Exercise aim
One part of the entries below is wanted: the lines from the one containing "w h 8 [w 0 0" through the one containing "4 setmiterlimit". Write those out exactly and nothing else.

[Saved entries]
↓
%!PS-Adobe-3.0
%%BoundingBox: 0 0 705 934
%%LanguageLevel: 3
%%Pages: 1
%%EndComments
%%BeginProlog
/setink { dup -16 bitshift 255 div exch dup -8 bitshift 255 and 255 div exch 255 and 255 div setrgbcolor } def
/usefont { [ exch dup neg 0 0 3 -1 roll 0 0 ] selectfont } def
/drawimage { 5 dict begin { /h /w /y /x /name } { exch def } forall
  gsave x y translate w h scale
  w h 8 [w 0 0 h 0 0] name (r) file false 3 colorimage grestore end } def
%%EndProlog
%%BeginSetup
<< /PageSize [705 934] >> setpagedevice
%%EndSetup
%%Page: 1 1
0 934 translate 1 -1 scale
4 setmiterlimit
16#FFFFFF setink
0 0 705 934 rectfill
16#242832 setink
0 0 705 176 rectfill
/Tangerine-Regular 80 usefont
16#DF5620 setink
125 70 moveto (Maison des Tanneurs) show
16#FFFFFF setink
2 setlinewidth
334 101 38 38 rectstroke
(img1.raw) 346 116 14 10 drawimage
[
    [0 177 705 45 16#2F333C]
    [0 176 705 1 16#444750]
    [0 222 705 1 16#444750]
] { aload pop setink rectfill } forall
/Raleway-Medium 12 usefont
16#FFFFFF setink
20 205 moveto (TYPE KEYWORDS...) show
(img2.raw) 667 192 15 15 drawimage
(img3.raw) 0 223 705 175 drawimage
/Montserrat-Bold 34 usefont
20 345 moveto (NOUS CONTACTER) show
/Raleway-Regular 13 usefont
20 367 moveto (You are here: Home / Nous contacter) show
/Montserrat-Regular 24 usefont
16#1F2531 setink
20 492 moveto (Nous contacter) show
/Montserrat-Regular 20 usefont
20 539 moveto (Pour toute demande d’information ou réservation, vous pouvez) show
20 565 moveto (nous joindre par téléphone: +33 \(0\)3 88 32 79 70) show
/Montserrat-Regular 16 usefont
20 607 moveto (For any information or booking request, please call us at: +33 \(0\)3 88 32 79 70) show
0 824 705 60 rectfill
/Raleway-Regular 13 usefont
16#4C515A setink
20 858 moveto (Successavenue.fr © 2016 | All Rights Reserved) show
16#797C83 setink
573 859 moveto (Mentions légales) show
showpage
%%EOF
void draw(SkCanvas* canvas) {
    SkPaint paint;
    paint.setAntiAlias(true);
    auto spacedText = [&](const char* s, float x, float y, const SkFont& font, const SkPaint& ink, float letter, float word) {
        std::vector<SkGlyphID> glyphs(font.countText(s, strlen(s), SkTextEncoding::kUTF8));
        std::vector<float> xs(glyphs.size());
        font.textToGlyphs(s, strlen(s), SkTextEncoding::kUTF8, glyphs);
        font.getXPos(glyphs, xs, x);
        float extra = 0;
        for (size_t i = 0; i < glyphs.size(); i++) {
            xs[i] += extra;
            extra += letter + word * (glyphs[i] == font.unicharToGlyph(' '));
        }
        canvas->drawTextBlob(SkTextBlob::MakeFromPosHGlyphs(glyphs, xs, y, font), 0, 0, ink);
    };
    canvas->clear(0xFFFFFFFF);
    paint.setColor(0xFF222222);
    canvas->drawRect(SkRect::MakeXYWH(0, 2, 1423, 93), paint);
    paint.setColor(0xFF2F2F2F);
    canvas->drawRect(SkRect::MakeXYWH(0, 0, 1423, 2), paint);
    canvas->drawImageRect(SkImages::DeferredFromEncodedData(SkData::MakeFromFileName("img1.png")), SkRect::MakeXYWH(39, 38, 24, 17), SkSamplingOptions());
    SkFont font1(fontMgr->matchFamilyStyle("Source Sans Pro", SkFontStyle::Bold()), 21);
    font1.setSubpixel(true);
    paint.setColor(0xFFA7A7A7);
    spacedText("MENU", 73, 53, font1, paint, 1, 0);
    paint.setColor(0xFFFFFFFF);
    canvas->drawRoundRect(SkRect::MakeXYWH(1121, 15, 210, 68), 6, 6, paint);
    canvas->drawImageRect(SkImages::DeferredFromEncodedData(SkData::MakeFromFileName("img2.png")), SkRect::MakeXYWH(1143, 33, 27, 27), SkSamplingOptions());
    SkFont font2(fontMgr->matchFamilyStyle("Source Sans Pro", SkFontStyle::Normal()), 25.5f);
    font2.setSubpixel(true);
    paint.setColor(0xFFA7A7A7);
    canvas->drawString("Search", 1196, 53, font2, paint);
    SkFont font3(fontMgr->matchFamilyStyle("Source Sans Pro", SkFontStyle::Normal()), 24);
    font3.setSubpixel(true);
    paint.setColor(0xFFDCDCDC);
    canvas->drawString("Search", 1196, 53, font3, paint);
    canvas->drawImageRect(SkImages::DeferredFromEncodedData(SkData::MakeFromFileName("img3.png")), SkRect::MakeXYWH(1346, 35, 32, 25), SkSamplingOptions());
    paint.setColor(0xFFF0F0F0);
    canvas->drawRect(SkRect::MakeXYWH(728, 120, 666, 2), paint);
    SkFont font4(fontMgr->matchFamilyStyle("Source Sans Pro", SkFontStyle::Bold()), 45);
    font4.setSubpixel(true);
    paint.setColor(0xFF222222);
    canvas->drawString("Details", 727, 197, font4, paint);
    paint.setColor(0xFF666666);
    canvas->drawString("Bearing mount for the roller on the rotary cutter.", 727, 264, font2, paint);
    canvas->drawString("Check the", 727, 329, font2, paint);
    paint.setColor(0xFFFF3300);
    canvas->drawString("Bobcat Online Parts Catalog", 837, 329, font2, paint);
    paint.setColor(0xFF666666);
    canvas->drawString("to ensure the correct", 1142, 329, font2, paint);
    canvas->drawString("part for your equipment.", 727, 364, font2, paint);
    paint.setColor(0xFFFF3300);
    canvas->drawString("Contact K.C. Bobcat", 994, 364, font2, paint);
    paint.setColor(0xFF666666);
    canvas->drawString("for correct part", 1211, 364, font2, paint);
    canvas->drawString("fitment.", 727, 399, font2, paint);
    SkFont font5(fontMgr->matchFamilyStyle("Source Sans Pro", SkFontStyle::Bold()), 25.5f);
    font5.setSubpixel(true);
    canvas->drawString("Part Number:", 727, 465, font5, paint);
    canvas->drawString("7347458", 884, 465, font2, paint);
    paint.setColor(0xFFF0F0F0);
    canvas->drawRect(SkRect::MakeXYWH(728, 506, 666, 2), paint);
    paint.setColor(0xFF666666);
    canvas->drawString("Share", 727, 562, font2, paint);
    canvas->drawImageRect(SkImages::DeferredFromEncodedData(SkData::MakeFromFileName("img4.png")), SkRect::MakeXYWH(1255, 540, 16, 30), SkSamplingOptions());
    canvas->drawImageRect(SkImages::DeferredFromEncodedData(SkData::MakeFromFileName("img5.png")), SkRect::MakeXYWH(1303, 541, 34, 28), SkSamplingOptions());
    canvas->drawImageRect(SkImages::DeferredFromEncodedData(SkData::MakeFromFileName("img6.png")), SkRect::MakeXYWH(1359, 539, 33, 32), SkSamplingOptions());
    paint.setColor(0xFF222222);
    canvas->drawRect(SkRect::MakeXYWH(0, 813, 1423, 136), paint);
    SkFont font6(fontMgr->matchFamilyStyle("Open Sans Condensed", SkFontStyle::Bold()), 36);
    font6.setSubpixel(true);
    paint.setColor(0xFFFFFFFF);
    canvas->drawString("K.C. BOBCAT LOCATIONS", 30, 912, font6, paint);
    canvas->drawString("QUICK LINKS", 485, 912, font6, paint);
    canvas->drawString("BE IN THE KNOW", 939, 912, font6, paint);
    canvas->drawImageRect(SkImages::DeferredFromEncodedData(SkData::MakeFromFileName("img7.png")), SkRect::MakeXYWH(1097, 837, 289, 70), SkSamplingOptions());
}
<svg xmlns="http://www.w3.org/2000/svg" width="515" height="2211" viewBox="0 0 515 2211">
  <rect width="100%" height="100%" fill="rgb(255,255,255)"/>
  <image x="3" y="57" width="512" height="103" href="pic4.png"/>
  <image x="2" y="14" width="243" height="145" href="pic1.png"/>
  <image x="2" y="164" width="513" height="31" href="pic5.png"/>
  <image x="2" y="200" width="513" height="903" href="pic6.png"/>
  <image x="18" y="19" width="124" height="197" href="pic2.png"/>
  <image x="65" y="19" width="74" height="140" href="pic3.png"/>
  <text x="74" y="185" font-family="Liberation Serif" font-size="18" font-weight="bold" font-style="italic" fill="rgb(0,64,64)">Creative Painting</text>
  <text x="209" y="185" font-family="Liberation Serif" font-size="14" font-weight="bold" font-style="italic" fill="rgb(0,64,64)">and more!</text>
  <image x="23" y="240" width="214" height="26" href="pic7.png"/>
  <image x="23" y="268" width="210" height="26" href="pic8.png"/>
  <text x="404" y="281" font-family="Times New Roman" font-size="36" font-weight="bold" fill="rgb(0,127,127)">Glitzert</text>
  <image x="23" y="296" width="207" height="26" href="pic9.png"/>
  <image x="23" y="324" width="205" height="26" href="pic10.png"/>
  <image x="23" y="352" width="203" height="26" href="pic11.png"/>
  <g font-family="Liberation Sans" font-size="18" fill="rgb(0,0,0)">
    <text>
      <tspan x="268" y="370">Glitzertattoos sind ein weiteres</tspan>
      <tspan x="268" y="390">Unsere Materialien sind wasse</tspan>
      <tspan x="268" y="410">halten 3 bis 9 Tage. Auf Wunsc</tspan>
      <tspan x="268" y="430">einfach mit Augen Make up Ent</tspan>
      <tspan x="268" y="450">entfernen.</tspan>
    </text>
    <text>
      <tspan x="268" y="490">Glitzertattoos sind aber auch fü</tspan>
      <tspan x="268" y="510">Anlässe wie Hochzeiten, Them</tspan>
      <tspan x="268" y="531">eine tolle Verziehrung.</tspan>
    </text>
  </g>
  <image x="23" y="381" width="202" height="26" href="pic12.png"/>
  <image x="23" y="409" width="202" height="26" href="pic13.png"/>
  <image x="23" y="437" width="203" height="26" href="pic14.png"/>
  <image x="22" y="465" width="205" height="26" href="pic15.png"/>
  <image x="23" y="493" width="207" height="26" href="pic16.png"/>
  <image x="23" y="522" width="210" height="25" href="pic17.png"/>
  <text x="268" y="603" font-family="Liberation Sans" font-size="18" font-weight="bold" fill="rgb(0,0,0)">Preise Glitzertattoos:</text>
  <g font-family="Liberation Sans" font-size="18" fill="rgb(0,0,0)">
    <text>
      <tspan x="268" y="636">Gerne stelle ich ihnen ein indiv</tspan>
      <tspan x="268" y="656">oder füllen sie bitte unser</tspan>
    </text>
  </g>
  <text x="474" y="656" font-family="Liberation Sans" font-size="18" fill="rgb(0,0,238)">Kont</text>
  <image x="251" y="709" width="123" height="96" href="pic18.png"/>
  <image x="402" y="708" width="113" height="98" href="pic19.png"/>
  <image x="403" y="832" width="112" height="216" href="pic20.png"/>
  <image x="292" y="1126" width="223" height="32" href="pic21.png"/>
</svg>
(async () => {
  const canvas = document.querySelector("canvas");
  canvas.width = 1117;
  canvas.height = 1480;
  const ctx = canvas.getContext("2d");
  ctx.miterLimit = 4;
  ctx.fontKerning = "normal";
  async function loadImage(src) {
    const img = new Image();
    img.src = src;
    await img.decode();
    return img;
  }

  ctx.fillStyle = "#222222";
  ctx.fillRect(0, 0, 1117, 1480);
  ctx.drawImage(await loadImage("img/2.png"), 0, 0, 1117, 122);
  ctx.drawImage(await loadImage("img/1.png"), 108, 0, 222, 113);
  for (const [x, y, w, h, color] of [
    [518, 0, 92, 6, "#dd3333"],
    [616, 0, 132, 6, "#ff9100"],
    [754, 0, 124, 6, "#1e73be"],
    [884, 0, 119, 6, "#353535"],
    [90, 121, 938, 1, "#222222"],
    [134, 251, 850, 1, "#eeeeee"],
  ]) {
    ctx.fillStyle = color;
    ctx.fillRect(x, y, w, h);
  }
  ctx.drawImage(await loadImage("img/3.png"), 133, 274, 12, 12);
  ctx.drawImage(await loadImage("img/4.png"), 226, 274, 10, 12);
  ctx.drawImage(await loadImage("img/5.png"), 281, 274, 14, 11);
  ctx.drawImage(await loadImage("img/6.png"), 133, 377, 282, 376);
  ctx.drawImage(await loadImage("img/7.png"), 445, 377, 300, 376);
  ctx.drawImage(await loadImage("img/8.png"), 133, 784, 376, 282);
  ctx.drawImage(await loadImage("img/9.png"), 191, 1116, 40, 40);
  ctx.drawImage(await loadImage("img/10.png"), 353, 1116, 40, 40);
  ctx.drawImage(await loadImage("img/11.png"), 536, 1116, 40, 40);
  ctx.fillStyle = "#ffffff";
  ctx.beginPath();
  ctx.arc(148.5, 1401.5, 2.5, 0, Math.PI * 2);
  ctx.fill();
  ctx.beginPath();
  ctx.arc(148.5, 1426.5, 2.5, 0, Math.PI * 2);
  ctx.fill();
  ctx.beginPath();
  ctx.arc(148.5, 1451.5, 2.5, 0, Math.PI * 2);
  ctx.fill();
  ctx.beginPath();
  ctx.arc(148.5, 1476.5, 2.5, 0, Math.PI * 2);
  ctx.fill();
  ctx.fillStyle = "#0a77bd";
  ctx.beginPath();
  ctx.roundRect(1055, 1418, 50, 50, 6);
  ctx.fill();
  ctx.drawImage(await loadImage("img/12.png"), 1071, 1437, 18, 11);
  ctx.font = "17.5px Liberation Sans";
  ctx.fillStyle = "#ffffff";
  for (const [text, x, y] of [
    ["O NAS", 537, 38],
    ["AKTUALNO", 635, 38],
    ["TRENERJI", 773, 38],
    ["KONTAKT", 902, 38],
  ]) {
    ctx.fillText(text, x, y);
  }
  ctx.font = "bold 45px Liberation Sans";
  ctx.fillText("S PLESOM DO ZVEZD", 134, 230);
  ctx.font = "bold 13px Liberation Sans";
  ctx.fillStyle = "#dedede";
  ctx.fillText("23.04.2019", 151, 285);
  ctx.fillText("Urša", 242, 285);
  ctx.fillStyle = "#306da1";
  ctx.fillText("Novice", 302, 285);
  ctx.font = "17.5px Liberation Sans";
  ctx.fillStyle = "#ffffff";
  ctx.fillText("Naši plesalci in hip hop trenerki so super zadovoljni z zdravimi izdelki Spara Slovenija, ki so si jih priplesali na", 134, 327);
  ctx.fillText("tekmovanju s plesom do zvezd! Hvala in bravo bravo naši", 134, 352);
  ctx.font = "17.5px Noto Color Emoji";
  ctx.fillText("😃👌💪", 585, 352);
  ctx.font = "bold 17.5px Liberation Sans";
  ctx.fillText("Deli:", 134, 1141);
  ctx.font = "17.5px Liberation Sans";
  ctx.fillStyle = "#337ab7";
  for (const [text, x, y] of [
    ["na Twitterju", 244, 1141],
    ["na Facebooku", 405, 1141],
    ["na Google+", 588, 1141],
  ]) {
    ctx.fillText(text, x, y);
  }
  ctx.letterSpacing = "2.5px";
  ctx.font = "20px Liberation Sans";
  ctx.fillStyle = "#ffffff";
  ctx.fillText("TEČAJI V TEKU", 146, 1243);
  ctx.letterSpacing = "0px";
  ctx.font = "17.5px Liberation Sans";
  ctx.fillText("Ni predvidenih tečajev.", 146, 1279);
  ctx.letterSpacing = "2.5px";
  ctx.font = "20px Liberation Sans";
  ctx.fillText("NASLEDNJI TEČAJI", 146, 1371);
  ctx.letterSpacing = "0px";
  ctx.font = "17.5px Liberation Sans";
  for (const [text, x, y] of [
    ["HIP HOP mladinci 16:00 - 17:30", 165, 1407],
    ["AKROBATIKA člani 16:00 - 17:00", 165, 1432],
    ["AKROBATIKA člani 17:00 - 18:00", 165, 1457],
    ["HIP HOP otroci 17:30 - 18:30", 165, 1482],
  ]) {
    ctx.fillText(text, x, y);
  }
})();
↑
Answer area
  w h 8 [w 0 0 h 0 0] name (r) file false 3 colorimage grestore end } def
%%EndProlog
%%BeginSetup
<< /PageSize [705 934] >> setpagedevice
%%EndSetup
%%Page: 1 1
0 934 translate 1 -1 scale
4 setmiterlimit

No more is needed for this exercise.